1. A method for setting values of control parameters (Kd, Ka) of a wind farm controller (150) controlling a plurality of wind turbine controllers each controlling the operation of one wind turbine (110) of a plurality of wind turbines (110) of a wind farm (100), the method comprising the steps of

(A) determining a transfer function (360) between a reference signal (152) for the wind farm controller (150) and a measurement signal (154) being indicative for a voltage level at a point of common coupling (140) of the wind farm (100);

(B) recognizing a change of the value of a first parameter (Kd) of the control parameters;

(C) varying the value of a second parameter (Ka) of the control parameters;

(D) calculating, based on (i) the determined transfer function (360), (ii) the changed value of the first parameter (Kd), and (iii) the varied value of the second parameter (Ka), for a reference signal change (582) being virtually applied to the wind farm controller (150) a virtual response function (584) of a virtual voltage level at the point of common coupling (140);

(E) determining, based on the calculated virtual response function (584), whether an operational control of the wind farm (100) by the wind farm controller (150) with (i) the changed value of the first parameter (Kd) and (ii) the varied value of the second parameter (Ka) would lead to a stability of the voltage level at the point of common coupling (140), which stability fulfills given grid code requirements; and

(F1) if the given grid code requirements are fulfilled, storing (i) the changed value of the first parameter (Kd) and (ii) the varied value of the second parameter (Ka) in the wind farm controller (150), and

(F2) if the given grid code requirements are not fulfilled, repeating step (C).
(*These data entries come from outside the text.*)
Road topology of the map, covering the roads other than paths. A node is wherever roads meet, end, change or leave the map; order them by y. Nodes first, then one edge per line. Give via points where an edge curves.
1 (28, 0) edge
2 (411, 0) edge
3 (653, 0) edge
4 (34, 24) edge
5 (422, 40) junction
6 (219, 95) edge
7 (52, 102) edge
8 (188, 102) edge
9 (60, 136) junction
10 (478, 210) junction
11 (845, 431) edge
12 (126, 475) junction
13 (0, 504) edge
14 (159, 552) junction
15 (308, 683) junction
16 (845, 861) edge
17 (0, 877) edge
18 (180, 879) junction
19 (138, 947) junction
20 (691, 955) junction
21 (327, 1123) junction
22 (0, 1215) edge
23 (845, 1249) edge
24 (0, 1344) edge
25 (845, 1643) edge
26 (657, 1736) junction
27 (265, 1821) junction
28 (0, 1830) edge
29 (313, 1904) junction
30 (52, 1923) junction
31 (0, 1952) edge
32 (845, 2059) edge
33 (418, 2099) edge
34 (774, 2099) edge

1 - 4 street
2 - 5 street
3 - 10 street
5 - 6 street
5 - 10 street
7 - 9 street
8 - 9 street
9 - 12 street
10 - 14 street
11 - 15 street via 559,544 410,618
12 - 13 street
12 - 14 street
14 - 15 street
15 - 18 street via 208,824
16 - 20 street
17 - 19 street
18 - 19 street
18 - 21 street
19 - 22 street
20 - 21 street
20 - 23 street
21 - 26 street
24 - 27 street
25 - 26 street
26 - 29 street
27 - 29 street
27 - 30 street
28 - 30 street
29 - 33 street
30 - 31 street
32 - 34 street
2. The method as set forth in the preceding claim, wherein determining the transfer function is carried out in an operational state of the wind farm (100), in which operational state the wind farm (100) produced electric power and forwards the produced electric power to a utility grid (130).

3. The method as set forth in any one of the preceding claims, wherein
the reference signal is a time varying reference signal (152), and
the measurement signal is, caused by the variation in time of the reference signal (152), a time varying measurement signal (154).

4. The method as set forth in the preceding claim, wherein
a variation amplitude of the time varying reference signal (152) is smaller than 10%, preferably smaller than 5%, more preferably smaller than 3%, and in particular smaller than 1.5% with respect to a DC level of the time varying reference signal (152).

5. The method as set forth in any one of the preceding claims 3 to 4, wherein
the time varying reference signal comprises a signal component (152) having a sinusoidal shape.

6. The method as set forth in any one of the preceding claims 3 to 5, wherein
the time varying reference signal comprises a plurality of sinusoidal signal components (152) each having a different frequency.

7. The method as set forth in the preceding claim, wherein the time varying reference signal (152) has a sinusoidal shape which oscillation frequency changes with time.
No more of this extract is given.